Le Conseil de la radiodiffusion et des télécommunications canadiennes (CRTC) semble être un exemple à suivre, selon M. Max-Gessler. Geneviève Grondin, dans la même ville, évoque les moyens de sanction du CRTC auprès des radios musicales ne respectant pas leur obligation de diffuser un minimum de musique francophone: «on pourrait donner des amendes».

Le modèle existe déjà ailleurs. Le Conseil de presse suédois agit notamment comme garantie d’application des dispositions déontologiques et il impose une amende en cas de manquement. Mme Grondin a d’ailleurs suggéré que les montants ainsi rassemblés soient «redistribués pour financer les journaux indépendants ou pour améliorer les conditions de travail».

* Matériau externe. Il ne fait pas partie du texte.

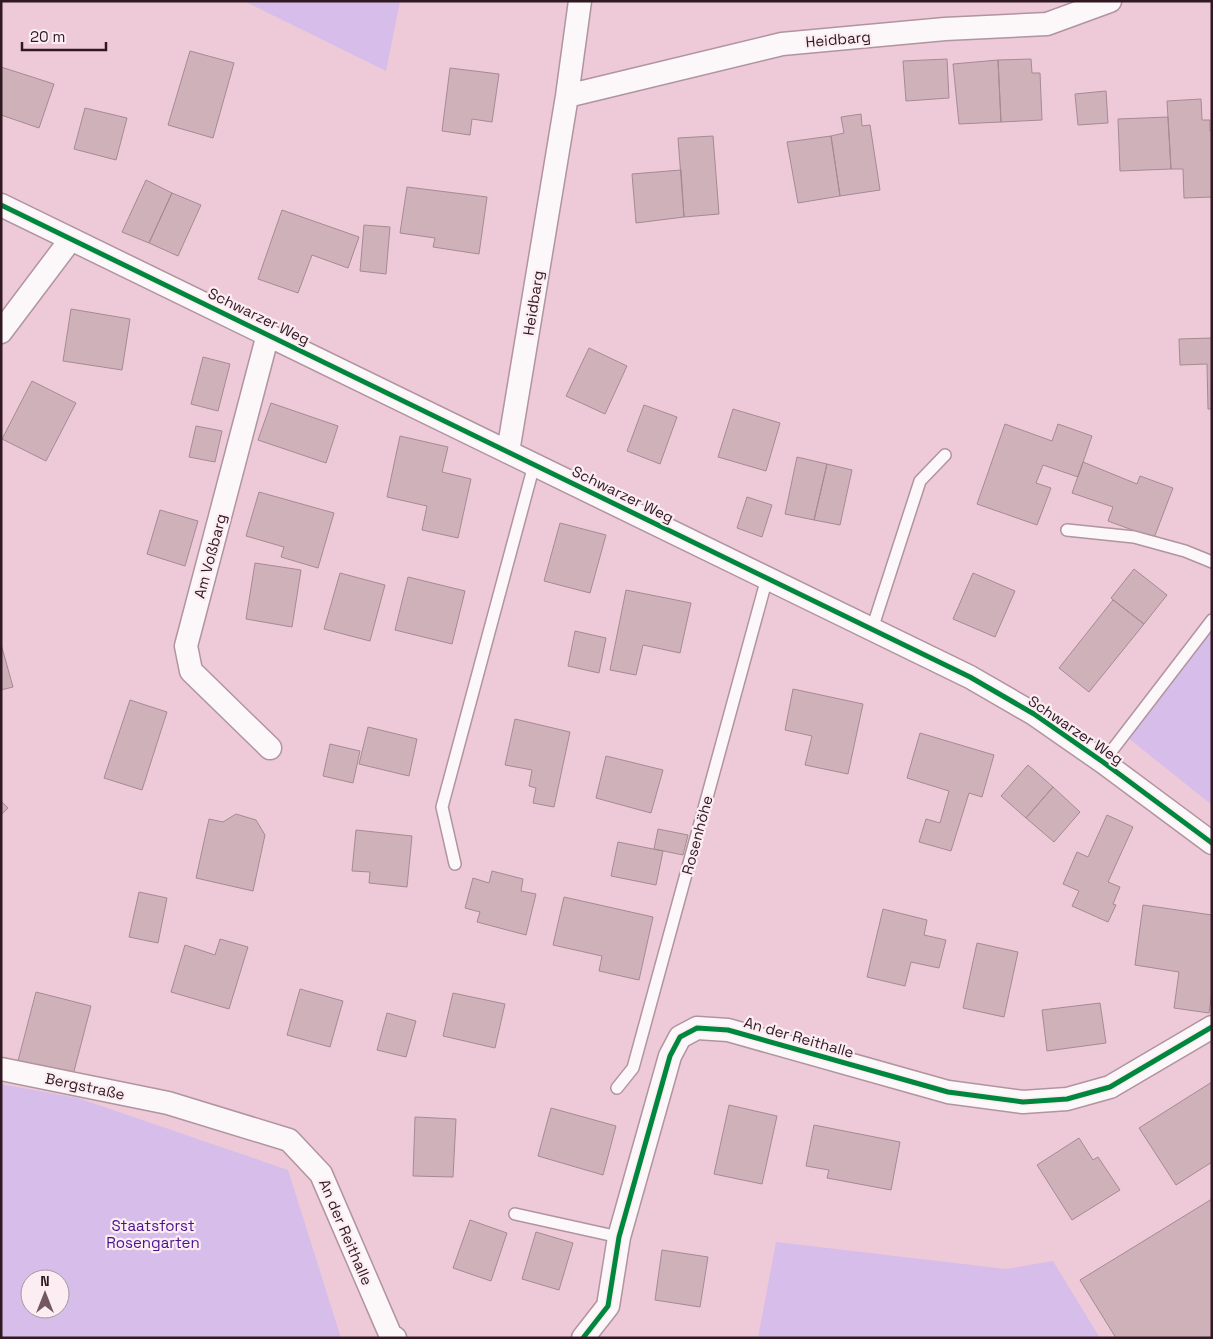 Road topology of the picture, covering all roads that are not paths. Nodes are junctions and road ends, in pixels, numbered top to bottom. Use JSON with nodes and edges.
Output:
{"nodes":[{"id":1,"x":580,"y":1,"type":"edge"},
{"id":2,"x":1110,"y":1,"type":"edge"},
{"id":3,"x":567,"y":96,"type":"junction"},
{"id":4,"x":1,"y":205,"type":"edge"},
{"id":5,"x":71,"y":239,"type":"junction"},
{"id":6,"x":1,"y":332,"type":"edge"},
{"id":7,"x":268,"y":334,"type":"junction"},
{"id":8,"x":508,"y":452,"type":"junction"},
{"id":9,"x":946,"y":455,"type":"dead end"},
{"id":10,"x":534,"y":464,"type":"junction"},
{"id":11,"x":1066,"y":530,"type":"dead end"},
{"id":12,"x":1212,"y":562,"type":"edge"},
{"id":13,"x":768,"y":578,"type":"junction"},
{"id":14,"x":1212,"y":620,"type":"edge"},
{"id":15,"x":872,"y":629,"type":"junction"},
{"id":16,"x":270,"y":748,"type":"dead end"},
{"id":17,"x":1103,"y":762,"type":"junction"},
{"id":18,"x":1212,"y":842,"type":"edge"},
{"id":19,"x":455,"y":864,"type":"dead end"},
{"id":20,"x":1212,"y":1027,"type":"edge"},
{"id":21,"x":1,"y":1069,"type":"edge"},
{"id":22,"x":617,"y":1088,"type":"dead end"},
{"id":23,"x":168,"y":1103,"type":"joint"},
{"id":24,"x":515,"y":1214,"type":"dead end"},
{"id":25,"x":619,"y":1237,"type":"junction"},
{"id":26,"x":394,"y":1338,"type":"edge"},
{"id":27,"x":583,"y":1338,"type":"edge"}],
"edges":[{"from":1,"to":3,"type":"street","name":"Heidbarg"},
{"from":2,"to":3,"type":"street","name":"Heidbarg"},
{"from":3,"to":8,"type":"street","name":"Heidbarg"},
{"from":4,"to":5,"type":"street","name":"Schwarzer Weg"},
{"from":5,"to":6,"type":"street"},
{"from":5,"to":7,"type":"street","name":"Schwarzer Weg"},
{"from":7,"to":8,"type":"street","name":"Schwarzer Weg"},
{"from":7,"to":16,"type":"street","name":"Am Voßbarg"},
{"from":8,"to":10,"type":"street","name":"Schwarzer Weg"},
{"from":9,"to":15,"type":"lane"},
{"from":10,"to":13,"type":"street","name":"Schwarzer Weg"},
{"from":10,"to":19,"type":"lane"},
{"from":11,"to":12,"type":"lane"},
{"from":13,"to":15,"type":"street","name":"Schwarzer Weg"},
{"from":13,"to":22,"type":"lane","name":"Rosenhöhe"},
{"from":14,"to":17,"type":"lane"},
{"from":15,"to":17,"type":"street","name":"Schwarzer Weg"},
{"from":17,"to":18,"type":"street","name":"Schwarzer Weg"},
{"from":20,"to":25,"type":"street","name":"An der Reithalle"},
{"from":21,"to":23,"type":"street","name":"Bergstraße"},
{"from":23,"to":26,"type":"street","name":"An der Reithalle"},
{"from":24,"to":25,"type":"lane"},
{"from":25,"to":27,"type":"street","name":"An der Reithalle"}]}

Enfin, la nécessité de fournir des ressources suffisantes au Conseil de presse pour qu’il puisse poursuivre sa mission n’a pas manqué d’être évoquée. Sylvie Fortin, conseillère en communications à la Conférence régionale des élus (CRÉ) de Chaudière-Appalaches, rencontrée à Lévis, croit notamment que «l’État devrait obliger les entreprises de presse à financer le Conseil pour qu’il ait un vrai pouvoir».